Wie viele Geschichten lassen sich eigentlich in acht Monate packen?

Ich war für SPORT1 auf internationaler Bühne überall mit dabei: Sevilla, Barcelona, London, Helsinki, Marseille und Lissabon hießen die Städte, die Eintracht Frankfurt im Jahr 2022 bereist hat.

Ein Rückblick auf das Jahr des Europa-League-Siegers und Champions-League-Achtelfinalisten, das am 9. März in Sevilla gegen Real Betis begonnen hat. (NEWS: Alle aktuellen Infos zur Bundesliga)

Eintrachts „weiße Wand“ in Barcelona

Die Auslosung für das Viertelfinale der Europa League beschert der Eintracht ein Sensationslos: FC Barcelona!

Ein Kindheitstraum geht in Erfüllung – nicht nur für viele Spieler, sondern auch für mich als Reporter. Mit beinahe schon kindlicher Freude reise ich in die Mittelmeer-Metropole. In den Tagen vor dem Aufeinandertreffen zücken die katalanischen Einwohner häufiger das Smartphone, wenn die großen Gruppen Eintracht-Fans durch das Zentrum marschieren.

Die Flaniermeile La Rambla präsentiert sich schon in dieser für den Klub so besonderen Woche im hessischen Gewand. „Ei Gude, wie?!“, tönt es in jeder Ecke, die weißen Trikots und Shirts sind unübersehbar. Präsident Peter Fischer will unbedingt „aus dem Pott saufen“, Eintracht lechzt nach dem großen Triumph.

Am 14. April 2022 ist die Stimmung in der Gästekurve prächtig, die Sensation nimmt minütlich konkrete Formen an. Mit einem 1:1 im Gepäck reisen die Frankfurter in das beeindruckende Camp Nou.
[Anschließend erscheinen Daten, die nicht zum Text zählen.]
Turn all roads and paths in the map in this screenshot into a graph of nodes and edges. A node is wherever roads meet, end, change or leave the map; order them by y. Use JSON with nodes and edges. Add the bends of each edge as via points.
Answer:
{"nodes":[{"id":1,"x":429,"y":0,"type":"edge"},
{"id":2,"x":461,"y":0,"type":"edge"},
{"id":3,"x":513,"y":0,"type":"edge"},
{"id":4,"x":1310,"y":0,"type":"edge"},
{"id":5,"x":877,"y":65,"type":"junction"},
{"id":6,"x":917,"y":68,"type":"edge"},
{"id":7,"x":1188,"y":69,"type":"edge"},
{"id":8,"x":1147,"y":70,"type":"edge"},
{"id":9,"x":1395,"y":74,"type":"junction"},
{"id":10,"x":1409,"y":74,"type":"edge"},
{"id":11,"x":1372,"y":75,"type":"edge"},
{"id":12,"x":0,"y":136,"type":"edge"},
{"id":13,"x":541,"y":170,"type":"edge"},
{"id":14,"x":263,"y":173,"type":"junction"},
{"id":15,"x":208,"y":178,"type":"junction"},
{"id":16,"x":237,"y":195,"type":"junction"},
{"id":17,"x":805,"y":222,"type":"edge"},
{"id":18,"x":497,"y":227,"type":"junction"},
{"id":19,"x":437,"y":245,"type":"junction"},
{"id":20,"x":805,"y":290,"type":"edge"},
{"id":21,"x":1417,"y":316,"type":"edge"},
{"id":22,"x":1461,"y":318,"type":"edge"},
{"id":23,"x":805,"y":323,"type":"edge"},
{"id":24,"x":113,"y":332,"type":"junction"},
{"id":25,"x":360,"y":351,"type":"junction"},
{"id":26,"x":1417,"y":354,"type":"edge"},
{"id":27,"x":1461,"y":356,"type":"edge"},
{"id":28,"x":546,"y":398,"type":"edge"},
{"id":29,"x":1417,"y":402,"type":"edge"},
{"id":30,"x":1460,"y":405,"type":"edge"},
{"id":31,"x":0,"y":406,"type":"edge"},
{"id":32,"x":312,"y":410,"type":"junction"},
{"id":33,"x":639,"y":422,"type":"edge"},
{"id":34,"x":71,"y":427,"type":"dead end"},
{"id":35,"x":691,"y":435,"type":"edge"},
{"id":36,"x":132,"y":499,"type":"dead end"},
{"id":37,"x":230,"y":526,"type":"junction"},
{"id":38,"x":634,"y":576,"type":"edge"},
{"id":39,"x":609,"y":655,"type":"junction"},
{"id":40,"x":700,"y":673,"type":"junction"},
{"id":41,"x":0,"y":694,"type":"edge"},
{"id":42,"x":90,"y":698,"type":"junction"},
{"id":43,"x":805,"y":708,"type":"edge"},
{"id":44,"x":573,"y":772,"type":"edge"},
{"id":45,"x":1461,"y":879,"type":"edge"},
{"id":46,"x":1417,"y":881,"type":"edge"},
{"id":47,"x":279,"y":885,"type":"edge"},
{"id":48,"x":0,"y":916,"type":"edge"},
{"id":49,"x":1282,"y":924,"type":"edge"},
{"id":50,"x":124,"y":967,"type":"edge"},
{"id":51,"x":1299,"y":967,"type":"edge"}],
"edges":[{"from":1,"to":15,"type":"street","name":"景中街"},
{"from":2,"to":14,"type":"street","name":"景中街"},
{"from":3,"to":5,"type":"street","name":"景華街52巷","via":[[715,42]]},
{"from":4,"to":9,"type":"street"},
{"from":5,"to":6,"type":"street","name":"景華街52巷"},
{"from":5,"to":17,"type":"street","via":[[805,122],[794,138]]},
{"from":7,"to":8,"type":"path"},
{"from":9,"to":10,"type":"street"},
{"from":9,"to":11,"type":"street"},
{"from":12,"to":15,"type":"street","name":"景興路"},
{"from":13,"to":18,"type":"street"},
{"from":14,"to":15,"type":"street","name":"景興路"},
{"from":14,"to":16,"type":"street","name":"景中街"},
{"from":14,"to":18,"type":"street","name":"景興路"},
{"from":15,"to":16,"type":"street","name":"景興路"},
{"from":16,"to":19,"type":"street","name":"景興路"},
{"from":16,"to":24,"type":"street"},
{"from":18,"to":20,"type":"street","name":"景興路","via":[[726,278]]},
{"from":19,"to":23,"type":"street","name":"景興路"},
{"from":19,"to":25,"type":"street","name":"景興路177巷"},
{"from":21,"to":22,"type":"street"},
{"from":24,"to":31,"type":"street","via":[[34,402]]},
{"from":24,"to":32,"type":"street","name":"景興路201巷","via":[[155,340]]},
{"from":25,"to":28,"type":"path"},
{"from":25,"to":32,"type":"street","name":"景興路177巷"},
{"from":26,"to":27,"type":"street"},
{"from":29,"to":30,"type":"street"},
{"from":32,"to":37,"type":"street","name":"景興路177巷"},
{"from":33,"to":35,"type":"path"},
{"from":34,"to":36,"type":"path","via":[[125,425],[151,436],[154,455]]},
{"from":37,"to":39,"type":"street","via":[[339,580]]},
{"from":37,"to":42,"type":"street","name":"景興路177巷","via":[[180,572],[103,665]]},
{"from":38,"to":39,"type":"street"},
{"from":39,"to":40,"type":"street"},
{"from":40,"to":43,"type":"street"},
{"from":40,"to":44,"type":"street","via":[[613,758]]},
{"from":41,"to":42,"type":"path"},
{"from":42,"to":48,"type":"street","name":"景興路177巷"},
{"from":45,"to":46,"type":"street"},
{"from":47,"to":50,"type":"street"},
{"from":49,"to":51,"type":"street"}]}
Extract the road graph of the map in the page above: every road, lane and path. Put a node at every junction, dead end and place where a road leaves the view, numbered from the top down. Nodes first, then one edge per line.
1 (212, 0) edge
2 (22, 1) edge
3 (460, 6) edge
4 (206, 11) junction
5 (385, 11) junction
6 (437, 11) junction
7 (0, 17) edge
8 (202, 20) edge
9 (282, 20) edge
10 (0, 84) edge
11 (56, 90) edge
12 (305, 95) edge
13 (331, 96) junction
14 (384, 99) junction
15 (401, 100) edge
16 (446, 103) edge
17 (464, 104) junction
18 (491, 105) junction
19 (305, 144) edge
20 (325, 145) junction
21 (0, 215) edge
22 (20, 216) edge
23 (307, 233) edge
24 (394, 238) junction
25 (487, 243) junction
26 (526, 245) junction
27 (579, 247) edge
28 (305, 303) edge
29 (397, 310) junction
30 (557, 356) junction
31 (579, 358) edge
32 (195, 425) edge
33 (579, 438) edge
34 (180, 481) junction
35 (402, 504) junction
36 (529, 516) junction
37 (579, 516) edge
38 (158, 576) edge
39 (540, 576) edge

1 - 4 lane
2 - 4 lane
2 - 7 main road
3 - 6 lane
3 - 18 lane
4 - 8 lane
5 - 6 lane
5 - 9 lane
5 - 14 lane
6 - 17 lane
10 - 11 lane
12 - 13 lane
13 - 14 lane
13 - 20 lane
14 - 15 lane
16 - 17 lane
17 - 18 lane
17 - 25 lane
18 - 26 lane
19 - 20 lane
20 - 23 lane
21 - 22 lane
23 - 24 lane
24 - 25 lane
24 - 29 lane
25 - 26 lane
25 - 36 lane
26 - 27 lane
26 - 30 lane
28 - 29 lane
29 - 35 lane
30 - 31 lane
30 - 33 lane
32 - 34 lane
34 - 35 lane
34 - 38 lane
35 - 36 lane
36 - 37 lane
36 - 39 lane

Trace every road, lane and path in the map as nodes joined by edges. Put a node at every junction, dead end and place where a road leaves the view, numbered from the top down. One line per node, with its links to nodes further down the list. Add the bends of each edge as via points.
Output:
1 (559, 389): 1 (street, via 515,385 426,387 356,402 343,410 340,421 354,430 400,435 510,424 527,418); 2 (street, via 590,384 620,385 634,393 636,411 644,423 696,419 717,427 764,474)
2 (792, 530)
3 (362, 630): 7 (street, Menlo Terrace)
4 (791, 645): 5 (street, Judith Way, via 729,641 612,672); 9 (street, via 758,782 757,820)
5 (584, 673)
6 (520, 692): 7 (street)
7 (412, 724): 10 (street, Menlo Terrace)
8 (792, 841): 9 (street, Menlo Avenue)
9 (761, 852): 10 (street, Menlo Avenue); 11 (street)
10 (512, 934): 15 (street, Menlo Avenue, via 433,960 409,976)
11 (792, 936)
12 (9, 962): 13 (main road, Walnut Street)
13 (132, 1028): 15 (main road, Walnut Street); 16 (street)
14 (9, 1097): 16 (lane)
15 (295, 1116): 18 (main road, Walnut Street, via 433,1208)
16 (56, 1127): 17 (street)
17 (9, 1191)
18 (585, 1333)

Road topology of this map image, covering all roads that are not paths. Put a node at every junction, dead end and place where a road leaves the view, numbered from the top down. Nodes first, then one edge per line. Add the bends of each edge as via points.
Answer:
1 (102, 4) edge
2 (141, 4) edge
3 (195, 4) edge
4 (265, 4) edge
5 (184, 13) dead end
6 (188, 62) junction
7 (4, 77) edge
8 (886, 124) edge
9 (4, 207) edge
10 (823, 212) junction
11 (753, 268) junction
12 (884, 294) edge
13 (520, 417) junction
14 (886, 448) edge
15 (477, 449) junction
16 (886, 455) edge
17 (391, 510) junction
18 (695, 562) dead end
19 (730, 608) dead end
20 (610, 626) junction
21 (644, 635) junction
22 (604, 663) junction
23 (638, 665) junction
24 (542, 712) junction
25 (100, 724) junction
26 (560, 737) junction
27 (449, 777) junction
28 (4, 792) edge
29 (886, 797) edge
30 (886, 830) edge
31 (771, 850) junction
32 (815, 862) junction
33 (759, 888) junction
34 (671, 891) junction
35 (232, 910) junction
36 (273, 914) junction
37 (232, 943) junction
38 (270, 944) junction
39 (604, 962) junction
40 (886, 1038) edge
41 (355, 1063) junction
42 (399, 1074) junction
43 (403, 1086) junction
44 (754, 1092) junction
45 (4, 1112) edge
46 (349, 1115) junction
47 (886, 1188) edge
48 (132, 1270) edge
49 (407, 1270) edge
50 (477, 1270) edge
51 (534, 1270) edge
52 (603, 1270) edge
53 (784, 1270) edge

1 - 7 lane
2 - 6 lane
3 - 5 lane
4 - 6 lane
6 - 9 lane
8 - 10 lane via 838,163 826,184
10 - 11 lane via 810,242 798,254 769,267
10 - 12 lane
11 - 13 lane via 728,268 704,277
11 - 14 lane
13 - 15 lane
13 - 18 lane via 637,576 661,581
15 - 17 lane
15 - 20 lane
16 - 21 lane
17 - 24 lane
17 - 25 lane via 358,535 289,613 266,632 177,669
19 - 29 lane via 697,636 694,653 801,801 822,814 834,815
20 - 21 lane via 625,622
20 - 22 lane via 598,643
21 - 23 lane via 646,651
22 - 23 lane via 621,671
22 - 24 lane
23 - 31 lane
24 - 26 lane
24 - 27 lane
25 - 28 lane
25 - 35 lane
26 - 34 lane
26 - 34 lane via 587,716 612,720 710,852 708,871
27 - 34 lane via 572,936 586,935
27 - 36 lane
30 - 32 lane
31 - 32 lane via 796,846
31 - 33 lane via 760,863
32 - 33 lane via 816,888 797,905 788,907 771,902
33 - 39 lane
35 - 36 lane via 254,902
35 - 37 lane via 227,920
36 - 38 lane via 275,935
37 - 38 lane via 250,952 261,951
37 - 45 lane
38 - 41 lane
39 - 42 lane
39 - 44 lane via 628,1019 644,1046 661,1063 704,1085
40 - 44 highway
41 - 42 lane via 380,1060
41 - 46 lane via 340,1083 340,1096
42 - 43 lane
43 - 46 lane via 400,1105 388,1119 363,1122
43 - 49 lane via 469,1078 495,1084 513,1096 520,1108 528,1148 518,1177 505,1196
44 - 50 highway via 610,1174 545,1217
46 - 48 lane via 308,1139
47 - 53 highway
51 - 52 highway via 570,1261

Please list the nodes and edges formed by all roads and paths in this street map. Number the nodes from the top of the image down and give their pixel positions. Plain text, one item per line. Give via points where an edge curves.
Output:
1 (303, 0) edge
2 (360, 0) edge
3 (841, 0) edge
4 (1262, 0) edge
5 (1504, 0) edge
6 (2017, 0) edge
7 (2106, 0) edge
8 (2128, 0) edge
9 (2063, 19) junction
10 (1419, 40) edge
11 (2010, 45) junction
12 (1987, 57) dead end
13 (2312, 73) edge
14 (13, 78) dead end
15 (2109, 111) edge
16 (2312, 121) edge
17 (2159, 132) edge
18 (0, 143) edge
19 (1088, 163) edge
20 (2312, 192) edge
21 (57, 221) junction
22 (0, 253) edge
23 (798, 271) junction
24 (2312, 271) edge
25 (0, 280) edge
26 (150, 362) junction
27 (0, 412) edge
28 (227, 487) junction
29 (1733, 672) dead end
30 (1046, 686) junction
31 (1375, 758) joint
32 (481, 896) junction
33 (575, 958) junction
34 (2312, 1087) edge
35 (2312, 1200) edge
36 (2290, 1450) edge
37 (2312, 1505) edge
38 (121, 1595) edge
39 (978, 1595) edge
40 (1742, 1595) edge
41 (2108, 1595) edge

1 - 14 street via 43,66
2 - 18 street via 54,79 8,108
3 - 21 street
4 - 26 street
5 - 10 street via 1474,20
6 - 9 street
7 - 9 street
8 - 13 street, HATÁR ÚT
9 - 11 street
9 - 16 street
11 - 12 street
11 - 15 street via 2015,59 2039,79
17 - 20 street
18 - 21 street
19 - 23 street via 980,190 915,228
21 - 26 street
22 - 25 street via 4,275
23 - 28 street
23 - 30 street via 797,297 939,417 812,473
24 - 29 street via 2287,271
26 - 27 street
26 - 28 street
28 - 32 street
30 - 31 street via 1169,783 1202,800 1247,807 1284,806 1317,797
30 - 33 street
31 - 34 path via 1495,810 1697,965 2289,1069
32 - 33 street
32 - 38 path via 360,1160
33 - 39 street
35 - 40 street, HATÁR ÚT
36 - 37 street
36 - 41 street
Wie viele Eintracht-Fans bei diesem Spektakel am Ende wirklich dabei sind, lässt sich nur spekulieren. 25.000, 30.000 oder gar 40.000? Kaum zu schätzen. Die Bilder des Fan-Marsches und der Jubelszenen haben sich in das kollektive Gedächtnis des Klubs eingebrannt.

Es sind unfassbare Szenen, die sich vor dem Europa-League-Rückspiel zwischen dem FC Barcelona und Eintracht Frankfurt abspielen. 30.000 SGE-Fans sind mit nach Spanien gereist und sorgen für Gänsehaut-Momente.

Es sind unfassbare Szenen, die sich vor dem Europa-League-Rückspiel zwischen dem FC Barcelona und Eintracht Frankfurt abspielen. 30.000 SGE-Fans sind mit nach Spanien gereist und sorgen für Gänsehaut-Momente.

Bilder für die Ewigkeiten im Camp Nou

„Barcelona hat die Partie am Ticketschalter verloren“, schreiben Zeitungen. Von einer „sozialen Demütigung“ ist später die Rede. Die Niederlage? Sie tut Barcelona sportlich natürlich weh.

Noch frappierender aber sind die Szenen im eigenen Wohnzimmer. Ich erinnere mich noch ganz genau, wie mit Abpfiff den spanischen Reportern die Worte fehlen, einige mit Tränen zu kämpfen haben und zeitgleich die Massenbewegung im weiten Rund einsetzt.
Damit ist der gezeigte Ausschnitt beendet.